**RECORDS SUPPLIED:**
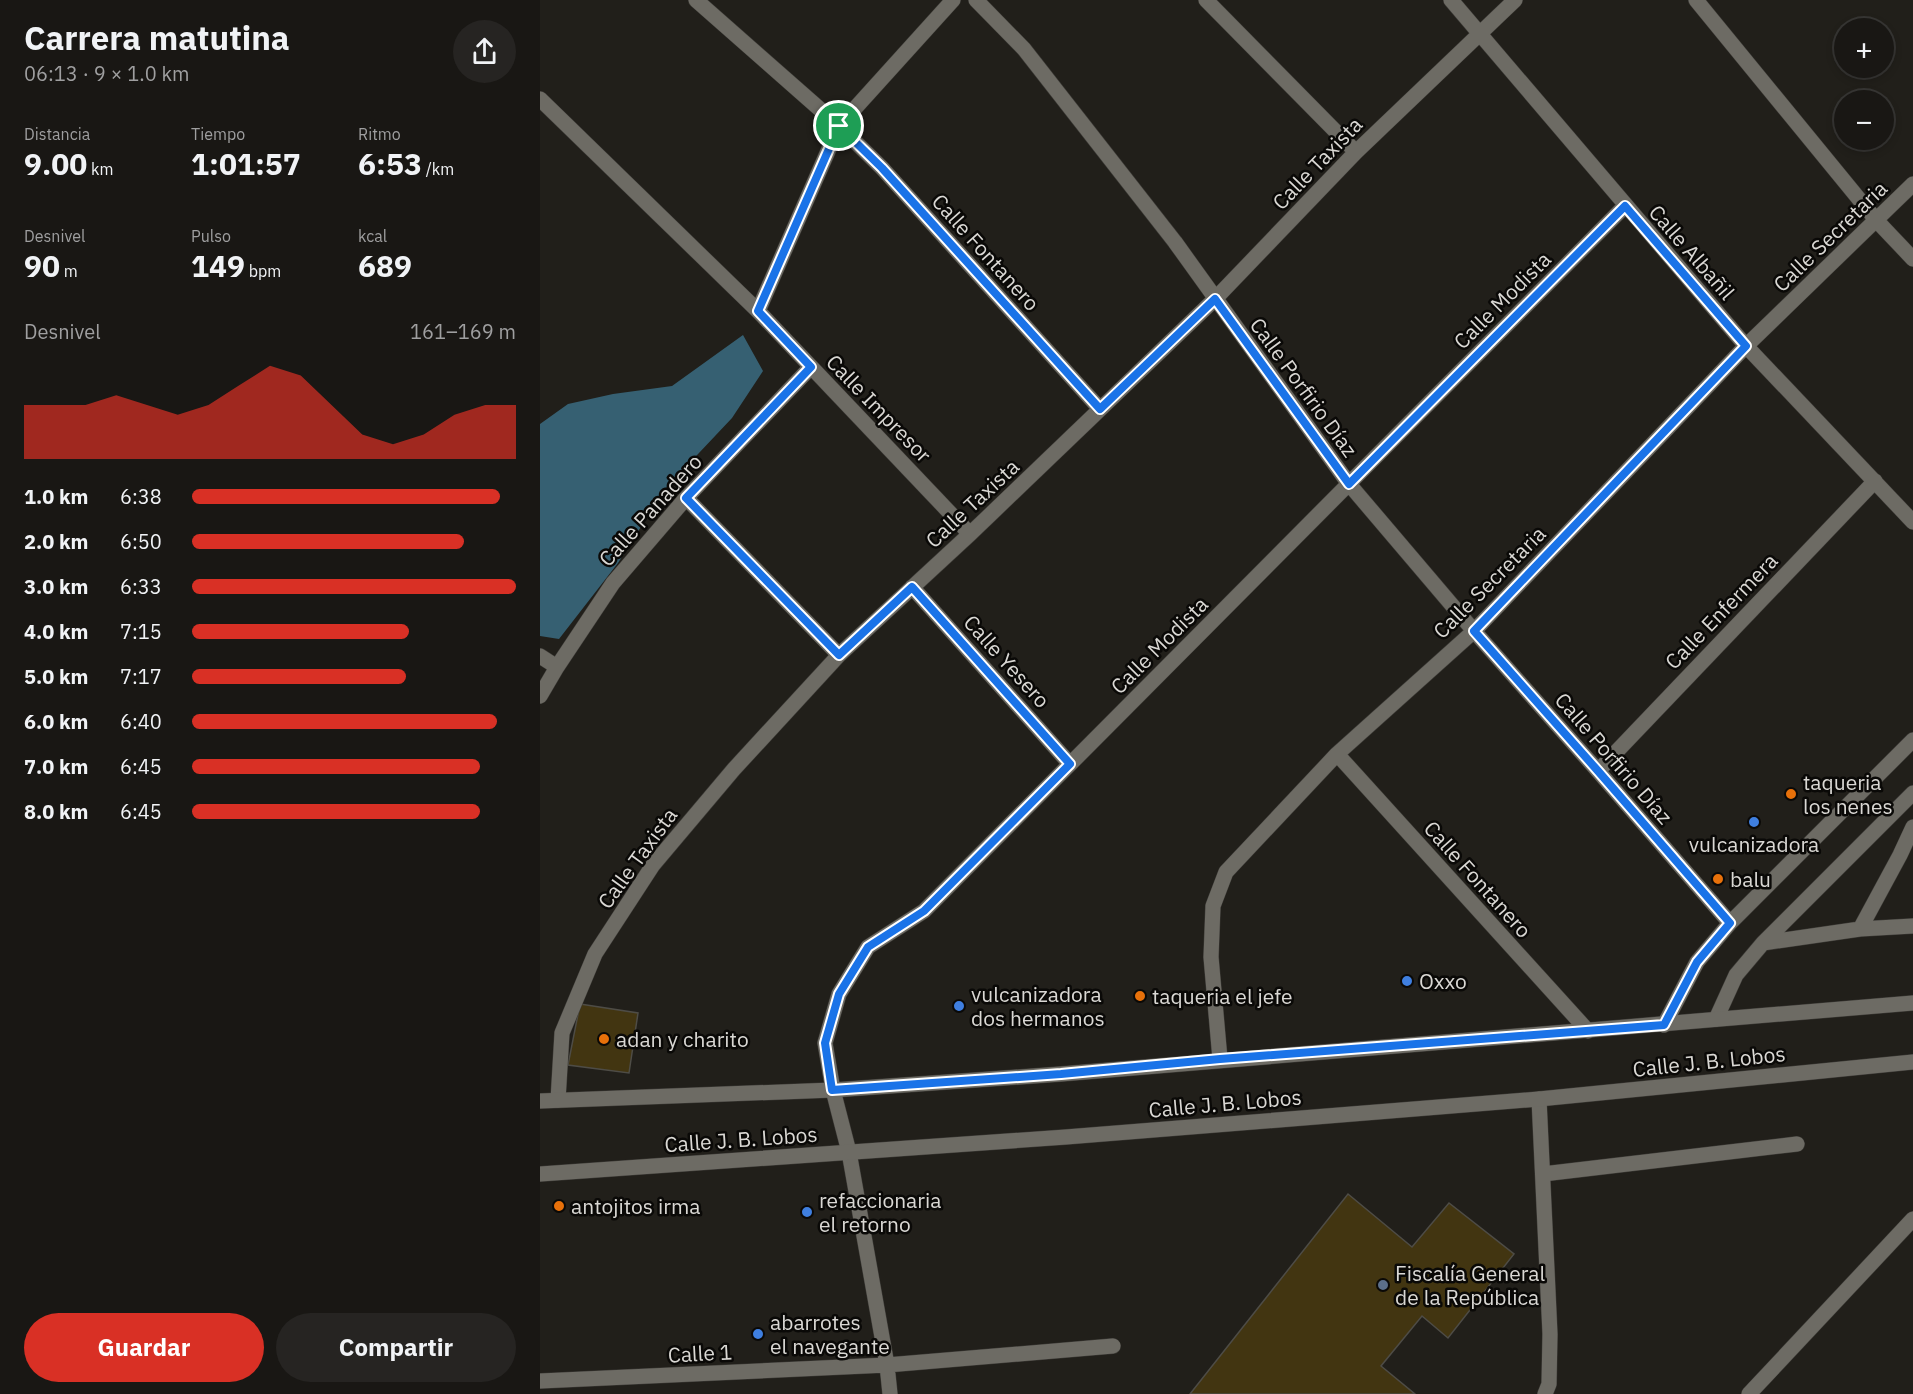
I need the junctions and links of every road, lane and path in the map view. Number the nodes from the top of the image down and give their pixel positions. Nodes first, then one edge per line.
---
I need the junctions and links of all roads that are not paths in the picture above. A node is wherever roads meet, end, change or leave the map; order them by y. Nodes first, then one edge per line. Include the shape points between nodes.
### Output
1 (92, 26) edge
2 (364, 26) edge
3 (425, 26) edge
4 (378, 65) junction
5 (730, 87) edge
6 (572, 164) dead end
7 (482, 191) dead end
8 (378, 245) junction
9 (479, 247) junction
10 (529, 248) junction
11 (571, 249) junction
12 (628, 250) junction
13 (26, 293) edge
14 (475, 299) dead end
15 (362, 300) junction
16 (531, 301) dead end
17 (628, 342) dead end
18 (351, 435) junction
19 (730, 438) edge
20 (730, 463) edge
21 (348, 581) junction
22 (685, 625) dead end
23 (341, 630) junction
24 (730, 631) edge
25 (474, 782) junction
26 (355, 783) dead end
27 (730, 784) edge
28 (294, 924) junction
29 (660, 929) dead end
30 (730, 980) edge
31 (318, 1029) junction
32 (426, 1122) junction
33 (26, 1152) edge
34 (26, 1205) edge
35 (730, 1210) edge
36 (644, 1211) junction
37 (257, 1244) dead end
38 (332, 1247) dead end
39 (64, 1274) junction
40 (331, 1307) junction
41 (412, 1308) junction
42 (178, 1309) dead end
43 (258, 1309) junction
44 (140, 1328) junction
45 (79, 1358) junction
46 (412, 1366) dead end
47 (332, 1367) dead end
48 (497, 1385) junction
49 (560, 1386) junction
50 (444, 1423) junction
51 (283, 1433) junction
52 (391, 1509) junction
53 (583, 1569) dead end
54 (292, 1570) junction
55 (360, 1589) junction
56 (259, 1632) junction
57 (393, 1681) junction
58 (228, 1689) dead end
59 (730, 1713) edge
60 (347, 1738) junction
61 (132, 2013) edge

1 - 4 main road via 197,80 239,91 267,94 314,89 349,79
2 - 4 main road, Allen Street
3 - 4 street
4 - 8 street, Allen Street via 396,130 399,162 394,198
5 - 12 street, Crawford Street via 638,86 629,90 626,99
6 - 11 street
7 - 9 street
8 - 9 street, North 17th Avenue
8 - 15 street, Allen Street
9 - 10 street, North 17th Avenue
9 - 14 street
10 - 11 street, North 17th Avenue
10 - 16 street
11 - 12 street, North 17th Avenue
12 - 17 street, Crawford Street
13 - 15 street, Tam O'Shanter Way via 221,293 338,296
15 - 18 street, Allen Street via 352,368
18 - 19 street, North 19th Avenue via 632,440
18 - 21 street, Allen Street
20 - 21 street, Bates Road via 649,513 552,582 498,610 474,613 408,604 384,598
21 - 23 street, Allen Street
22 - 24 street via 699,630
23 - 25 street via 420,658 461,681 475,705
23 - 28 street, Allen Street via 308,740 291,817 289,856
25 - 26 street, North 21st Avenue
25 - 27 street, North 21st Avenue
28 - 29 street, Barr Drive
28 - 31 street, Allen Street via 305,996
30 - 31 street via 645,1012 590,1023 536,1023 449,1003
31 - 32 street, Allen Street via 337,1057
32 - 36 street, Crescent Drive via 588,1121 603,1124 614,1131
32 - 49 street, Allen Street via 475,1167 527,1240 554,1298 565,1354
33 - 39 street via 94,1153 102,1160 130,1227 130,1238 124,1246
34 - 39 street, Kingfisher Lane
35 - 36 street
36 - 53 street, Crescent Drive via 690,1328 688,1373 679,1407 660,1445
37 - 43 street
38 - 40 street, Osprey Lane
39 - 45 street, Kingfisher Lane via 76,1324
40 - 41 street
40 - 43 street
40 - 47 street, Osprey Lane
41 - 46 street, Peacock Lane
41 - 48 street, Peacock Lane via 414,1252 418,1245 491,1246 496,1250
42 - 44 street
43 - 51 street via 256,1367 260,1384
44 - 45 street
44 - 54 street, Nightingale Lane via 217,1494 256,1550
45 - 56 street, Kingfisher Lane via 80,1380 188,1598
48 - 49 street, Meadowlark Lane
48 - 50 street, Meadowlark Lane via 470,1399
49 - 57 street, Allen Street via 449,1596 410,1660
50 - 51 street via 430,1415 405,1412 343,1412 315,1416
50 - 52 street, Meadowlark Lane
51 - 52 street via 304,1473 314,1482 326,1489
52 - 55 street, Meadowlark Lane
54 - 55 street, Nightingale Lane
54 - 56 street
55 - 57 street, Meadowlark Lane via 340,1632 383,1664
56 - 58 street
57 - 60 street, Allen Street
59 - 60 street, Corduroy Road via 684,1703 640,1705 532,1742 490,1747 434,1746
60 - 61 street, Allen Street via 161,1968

**TASK DESCRIPTION:** In the data above, how many lines hold the string "need"? Give the number by itself.

**SOLVED PROBLEM:** 2